Assignment =
The full set of entries below, restated word for word and stripped of images, is the expected result.

Supplied entries =

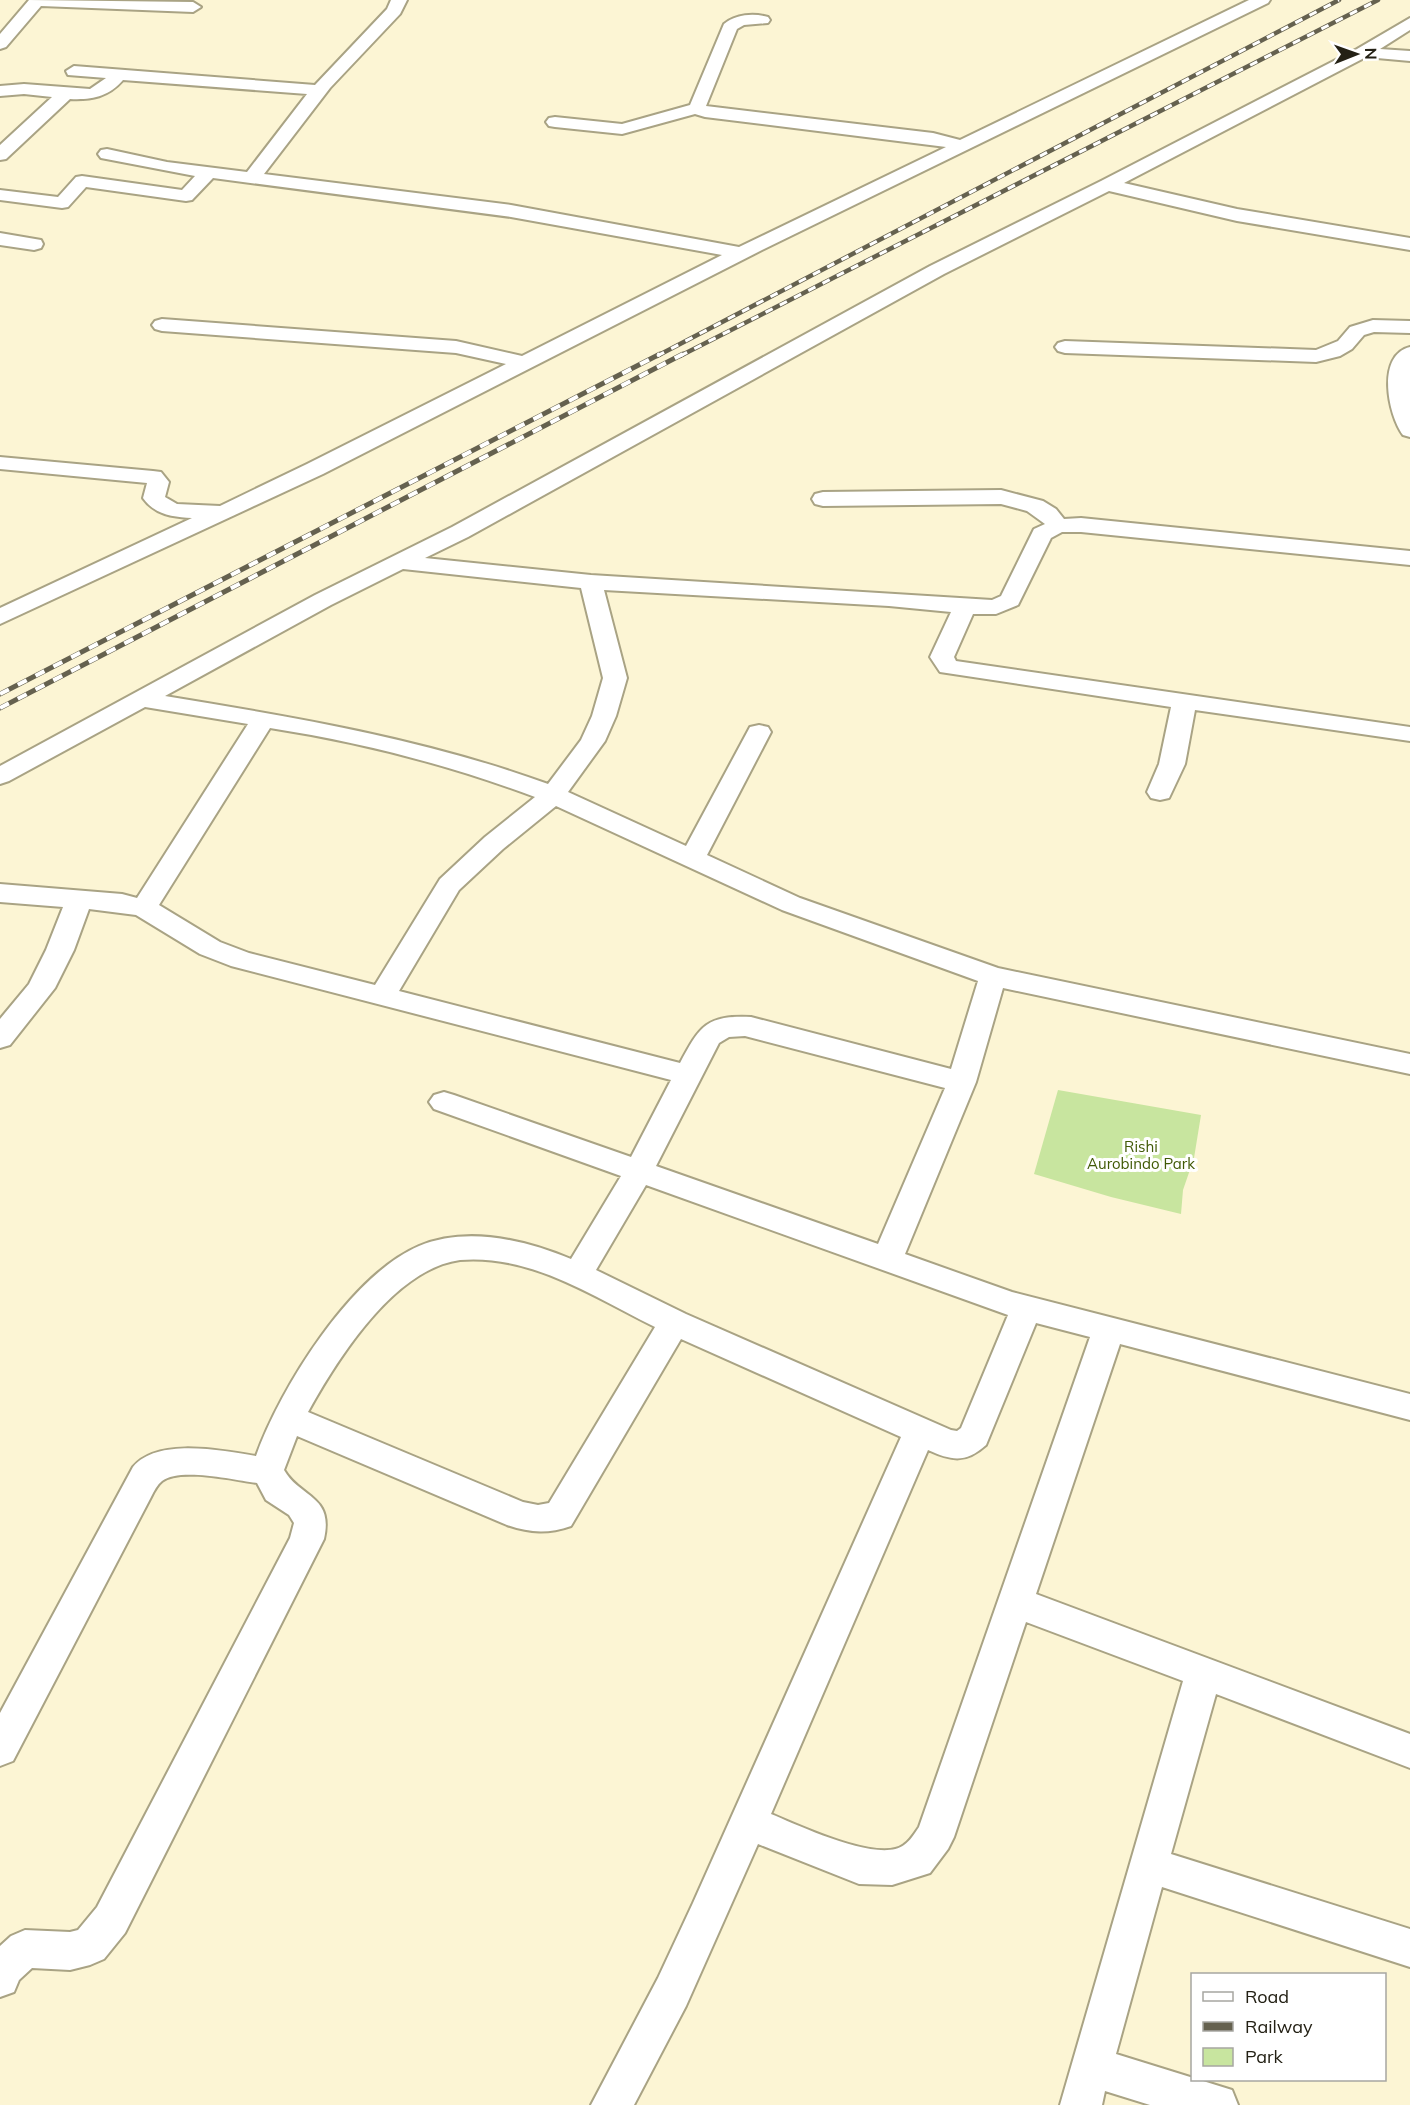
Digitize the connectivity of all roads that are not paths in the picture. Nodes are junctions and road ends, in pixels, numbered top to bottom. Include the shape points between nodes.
1 (399, 0) edge
2 (1262, 0) edge
3 (38, 1) edge
4 (193, 7) dead end
5 (762, 20) dead end
6 (1410, 23) edge
7 (7, 29) edge
8 (0, 44) edge
9 (1363, 51) junction
10 (1410, 56) edge
11 (75, 71) dead end
12 (118, 75) junction
13 (319, 90) junction
14 (0, 91) edge
15 (67, 92) junction
16 (697, 108) junction
17 (555, 122) dead end
18 (961, 145) junction
19 (107, 154) dead end
20 (0, 155) edge
21 (209, 172) junction
22 (252, 178) junction
23 (1107, 185) junction
24 (0, 195) edge
25 (0, 239) edge
26 (34, 244) dead end
27 (1410, 244) edge
28 (742, 253) junction
29 (162, 325) dead end
30 (1410, 327) edge
31 (1065, 347) dead end
32 (1410, 353) edge
33 (524, 363) junction
34 (1410, 431) edge
35 (0, 463) edge
36 (823, 499) dead end
37 (225, 512) junction
38 (1058, 526) junction
39 (1410, 558) edge
40 (400, 562) junction
41 (591, 582) junction
42 (965, 607) junction
43 (0, 617) edge
44 (140, 699) junction
45 (1184, 703) junction
46 (263, 719) junction
47 (759, 732) dead end
48 (1410, 734) edge
49 (0, 776) edge
50 (1160, 792) dead end
51 (553, 795) junction
52 (692, 858) junction
53 (0, 893) edge
54 (79, 899) junction
55 (144, 908) junction
56 (993, 976) junction
57 (382, 996) junction
58 (0, 1038) edge
59 (1410, 1064) edge
60 (689, 1075) junction
61 (962, 1082) junction
62 (444, 1102) dead end
63 (639, 1171) junction
64 (887, 1259) junction
65 (577, 1276) junction
66 (1027, 1307) junction
67 (675, 1323) junction
68 (1109, 1329) junction
69 (1410, 1407) edge
70 (289, 1418) junction
71 (920, 1431) junction
72 (267, 1471) junction
73 (1015, 1602) junction
74 (1204, 1672) junction
75 (0, 1749) edge
76 (1410, 1751) edge
77 (749, 1823) junction
78 (1149, 1865) junction
79 (1410, 1948) edge
80 (0, 1978) edge
81 (1092, 2067) junction
82 (612, 2105) edge
83 (1081, 2105) edge
84 (1217, 2105) edge

1 - 13 street via 394,11
2 - 18 street
3 - 4 street
3 - 7 street
5 - 16 street via 744,20 730,27
6 - 9 street
7 - 8 street
9 - 10 street
9 - 23 street
11 - 12 street
12 - 13 street
12 - 15 street via 100,92
13 - 22 street
14 - 15 street
15 - 20 street
16 - 17 street via 622,129
16 - 18 street via 933,138
18 - 28 street
19 - 21 street
21 - 22 street
21 - 24 street via 186,196 82,182 62,203
22 - 28 street via 511,211
23 - 27 street via 1237,215
23 - 40 street via 937,270
25 - 26 street
28 - 33 street
29 - 33 street via 456,347
30 - 31 street via 1373,326 1357,331 1334,352 1316,356
32 - 34 street via 1399,369 1398,380 1403,417
33 - 37 street
35 - 37 street via 153,477 158,482 154,498 159,505 168,509
36 - 38 street via 1001,498 1035,506
37 - 43 street
38 - 39 street via 1081,525
38 - 42 street via 1042,534 1010,600 996,607
40 - 41 street
40 - 44 street
41 - 42 street
41 - 51 street via 615,678 593,741
42 - 45 street via 942,657 948,667
44 - 46 street
44 - 49 street
45 - 48 street
45 - 50 street via 1172,764
46 - 51 street via 483,769
46 - 55 street
47 - 52 street
51 - 52 street
51 - 57 street via 449,885
52 - 56 street via 791,904
53 - 54 street
54 - 55 street
54 - 58 street via 41,988
55 - 57 street via 210,948 240,960
56 - 59 street
56 - 61 street
57 - 60 street
60 - 61 street via 708,1037 718,1029 732,1026
60 - 63 street
61 - 64 street
62 - 63 street
63 - 64 street
63 - 65 street
64 - 66 street
65 - 67 street
65 - 70 street via 538,1257 477,1247 430,1254 390,1279 358,1312 323,1357
66 - 68 street
66 - 71 street via 974,1436 963,1446
67 - 70 street via 559,1516 538,1519 519,1515
67 - 71 street
68 - 69 street
68 - 73 street
70 - 72 street via 273,1448
71 - 77 street
72 - 75 street via 185,1462 150,1470
72 - 80 street via 278,1490 301,1505 311,1522 307,1539 111,1920 90,1947 70,1951 25,1949 5,1967
73 - 74 street
73 - 77 street via 934,1837 916,1860 892,1867 859,1866
74 - 76 street
74 - 78 street
77 - 82 street via 672,1992
78 - 79 street
78 - 81 street
81 - 83 street
81 - 84 street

Output =
Digitize the connectivity of all roads that are not paths in the picture. Nodes are junctions and road ends, in pixels, numbered top to bottom. Include the shape points between nodes.
1 (399, 0) edge
2 (1262, 0) edge
3 (38, 1) edge
4 (193, 7) dead end
5 (762, 20) dead end
6 (1410, 23) edge
7 (7, 29) edge
8 (0, 44) edge
9 (1363, 51) junction
10 (1410, 56) edge
11 (75, 71) dead end
12 (118, 75) junction
13 (319, 90) junction
14 (0, 91) edge
15 (67, 92) junction
16 (697, 108) junction
17 (555, 122) dead end
18 (961, 145) junction
19 (107, 154) dead end
20 (0, 155) edge
21 (209, 172) junction
22 (252, 178) junction
23 (1107, 185) junction
24 (0, 195) edge
25 (0, 239) edge
26 (34, 244) dead end
27 (1410, 244) edge
28 (742, 253) junction
29 (162, 325) dead end
30 (1410, 327) edge
31 (1065, 347) dead end
32 (1410, 353) edge
33 (524, 363) junction
34 (1410, 431) edge
35 (0, 463) edge
36 (823, 499) dead end
37 (225, 512) junction
38 (1058, 526) junction
39 (1410, 558) edge
40 (400, 562) junction
41 (591, 582) junction
42 (965, 607) junction
43 (0, 617) edge
44 (140, 699) junction
45 (1184, 703) junction
46 (263, 719) junction
47 (759, 732) dead end
48 (1410, 734) edge
49 (0, 776) edge
50 (1160, 792) dead end
51 (553, 795) junction
52 (692, 858) junction
53 (0, 893) edge
54 (79, 899) junction
55 (144, 908) junction
56 (993, 976) junction
57 (382, 996) junction
58 (0, 1038) edge
59 (1410, 1064) edge
60 (689, 1075) junction
61 (962, 1082) junction
62 (444, 1102) dead end
63 (639, 1171) junction
64 (887, 1259) junction
65 (577, 1276) junction
66 (1027, 1307) junction
67 (675, 1323) junction
68 (1109, 1329) junction
69 (1410, 1407) edge
70 (289, 1418) junction
71 (920, 1431) junction
72 (267, 1471) junction
73 (1015, 1602) junction
74 (1204, 1672) junction
75 (0, 1749) edge
76 (1410, 1751) edge
77 (749, 1823) junction
78 (1149, 1865) junction
79 (1410, 1948) edge
80 (0, 1978) edge
81 (1092, 2067) junction
82 (612, 2105) edge
83 (1081, 2105) edge
84 (1217, 2105) edge

1 - 13 street via 394,11
2 - 18 street
3 - 4 street
3 - 7 street
5 - 16 street via 744,20 730,27
6 - 9 street
7 - 8 street
9 - 10 street
9 - 23 street
11 - 12 street
12 - 13 street
12 - 15 street via 100,92
13 - 22 street
14 - 15 street
15 - 20 street
16 - 17 street via 622,129
16 - 18 street via 933,138
18 - 28 street
19 - 21 street
21 - 22 street
21 - 24 street via 186,196 82,182 62,203
22 - 28 street via 511,211
23 - 27 street via 1237,215
23 - 40 street via 937,270
25 - 26 street
28 - 33 street
29 - 33 street via 456,347
30 - 31 street via 1373,326 1357,331 1334,352 1316,356
32 - 34 street via 1399,369 1398,380 1403,417
33 - 37 street
35 - 37 street via 153,477 158,482 154,498 159,505 168,509
36 - 38 street via 1001,498 1035,506
37 - 43 street
38 - 39 street via 1081,525
38 - 42 street via 1042,534 1010,600 996,607
40 - 41 street
40 - 44 street
41 - 42 street
41 - 51 street via 615,678 593,741
42 - 45 street via 942,657 948,667
44 - 46 street
44 - 49 street
45 - 48 street
45 - 50 street via 1172,764
46 - 51 street via 483,769
46 - 55 street
47 - 52 street
51 - 52 street
51 - 57 street via 449,885
52 - 56 street via 791,904
53 - 54 street
54 - 55 street
54 - 58 street via 41,988
55 - 57 street via 210,948 240,960
56 - 59 street
56 - 61 street
57 - 60 street
60 - 61 street via 708,1037 718,1029 732,1026
60 - 63 street
61 - 64 street
62 - 63 street
63 - 64 street
63 - 65 street
64 - 66 street
65 - 67 street
65 - 70 street via 538,1257 477,1247 430,1254 390,1279 358,1312 323,1357
66 - 68 street
66 - 71 street via 974,1436 963,1446
67 - 70 street via 559,1516 538,1519 519,1515
67 - 71 street
68 - 69 street
68 - 73 street
70 - 72 street via 273,1448
71 - 77 street
72 - 75 street via 185,1462 150,1470
72 - 80 street via 278,1490 301,1505 311,1522 307,1539 111,1920 90,1947 70,1951 25,1949 5,1967
73 - 74 street
73 - 77 street via 934,1837 916,1860 892,1867 859,1866
74 - 76 street
74 - 78 street
77 - 82 street via 672,1992
78 - 79 street
78 - 81 street
81 - 83 street
81 - 84 street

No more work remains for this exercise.